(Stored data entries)
------------
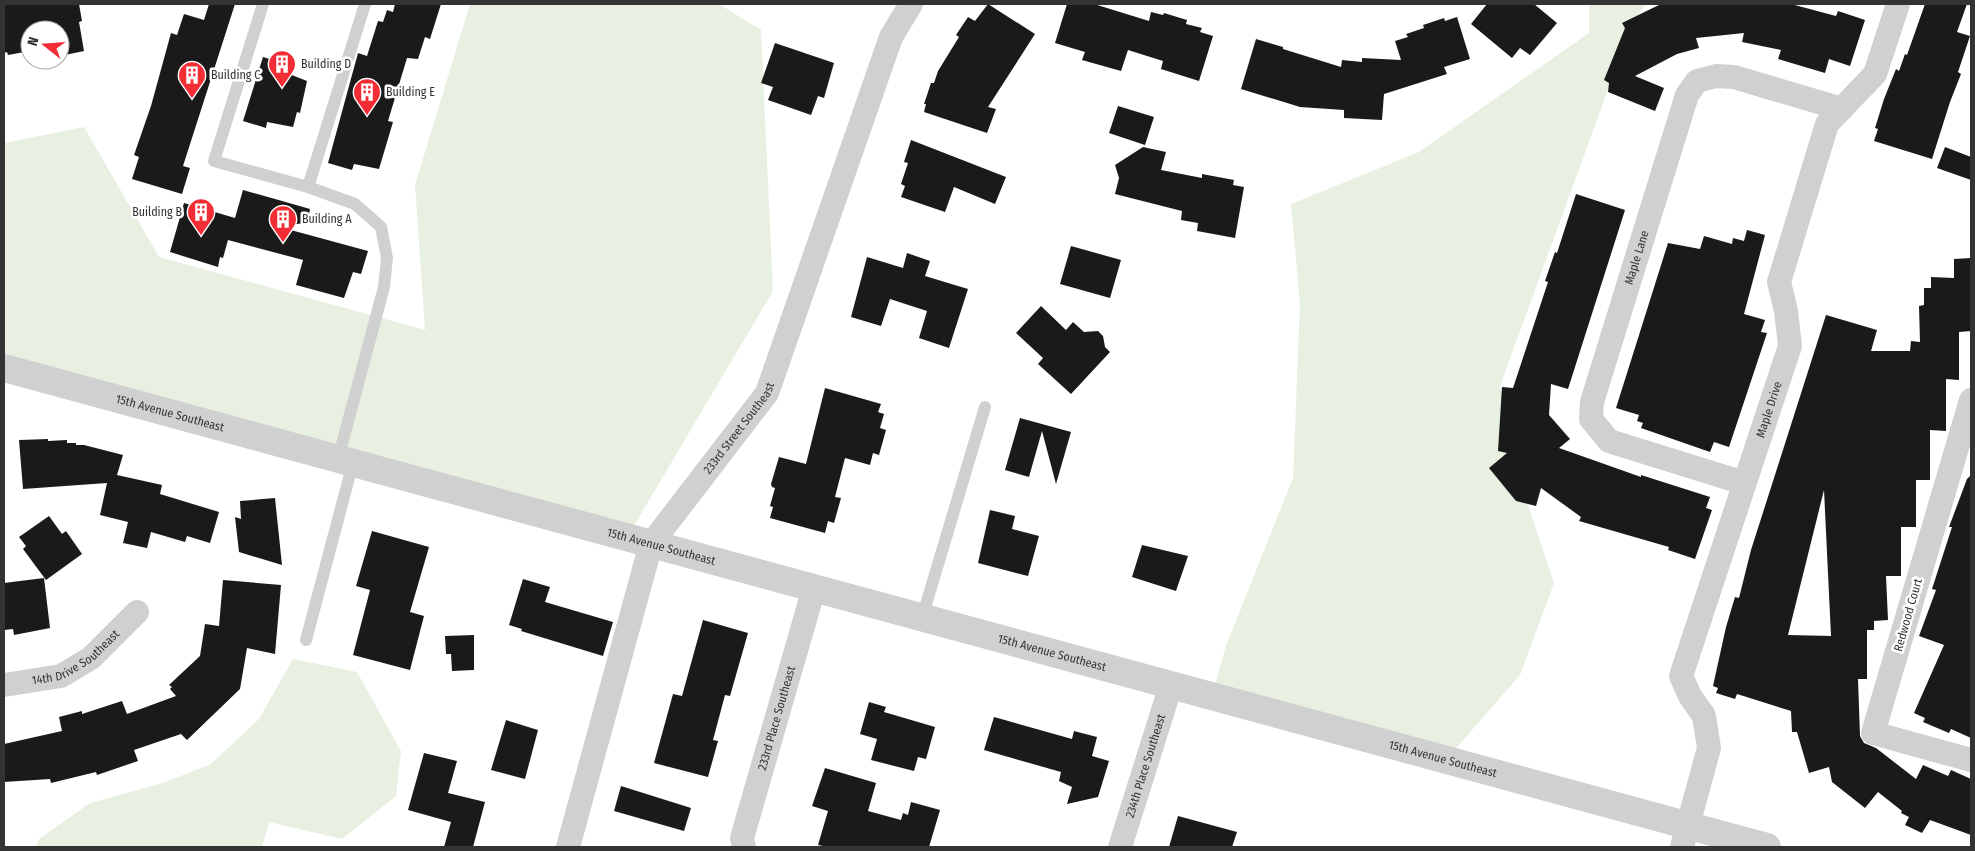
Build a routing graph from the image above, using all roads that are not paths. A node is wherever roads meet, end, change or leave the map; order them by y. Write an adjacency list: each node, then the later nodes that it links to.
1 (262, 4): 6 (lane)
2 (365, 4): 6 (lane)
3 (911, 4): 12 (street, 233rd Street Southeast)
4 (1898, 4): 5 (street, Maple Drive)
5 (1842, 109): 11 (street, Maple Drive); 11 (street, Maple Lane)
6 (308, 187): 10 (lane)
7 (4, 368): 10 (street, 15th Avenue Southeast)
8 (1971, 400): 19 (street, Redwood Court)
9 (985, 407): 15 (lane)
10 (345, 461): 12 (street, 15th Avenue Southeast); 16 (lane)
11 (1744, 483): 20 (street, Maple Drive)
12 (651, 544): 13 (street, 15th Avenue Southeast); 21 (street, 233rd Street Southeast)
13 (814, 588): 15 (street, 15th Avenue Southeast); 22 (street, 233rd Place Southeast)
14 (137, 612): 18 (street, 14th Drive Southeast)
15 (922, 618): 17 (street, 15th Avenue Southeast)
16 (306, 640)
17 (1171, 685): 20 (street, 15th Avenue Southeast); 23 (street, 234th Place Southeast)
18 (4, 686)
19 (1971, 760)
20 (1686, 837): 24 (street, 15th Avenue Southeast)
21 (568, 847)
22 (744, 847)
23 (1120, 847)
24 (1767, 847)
------------
Exercise objective
From the first line to the last, retype the data above exactly, but not its images.

Answer section
Build a routing graph from the image above, using all roads that are not paths. A node is wherever roads meet, end, change or leave the map; order them by y. Write an adjacency list: each node, then the later nodes that it links to.
1 (262, 4): 6 (lane)
2 (365, 4): 6 (lane)
3 (911, 4): 12 (street, 233rd Street Southeast)
4 (1898, 4): 5 (street, Maple Drive)
5 (1842, 109): 11 (street, Maple Drive); 11 (street, Maple Lane)
6 (308, 187): 10 (lane)
7 (4, 368): 10 (street, 15th Avenue Southeast)
8 (1971, 400): 19 (street, Redwood Court)
9 (985, 407): 15 (lane)
10 (345, 461): 12 (street, 15th Avenue Southeast); 16 (lane)
11 (1744, 483): 20 (street, Maple Drive)
12 (651, 544): 13 (street, 15th Avenue Southeast); 21 (street, 233rd Street Southeast)
13 (814, 588): 15 (street, 15th Avenue Southeast); 22 (street, 233rd Place Southeast)
14 (137, 612): 18 (street, 14th Drive Southeast)
15 (922, 618): 17 (street, 15th Avenue Southeast)
16 (306, 640)
17 (1171, 685): 20 (street, 15th Avenue Southeast); 23 (street, 234th Place Southeast)
18 (4, 686)
19 (1971, 760)
20 (1686, 837): 24 (street, 15th Avenue Southeast)
21 (568, 847)
22 (744, 847)
23 (1120, 847)
24 (1767, 847)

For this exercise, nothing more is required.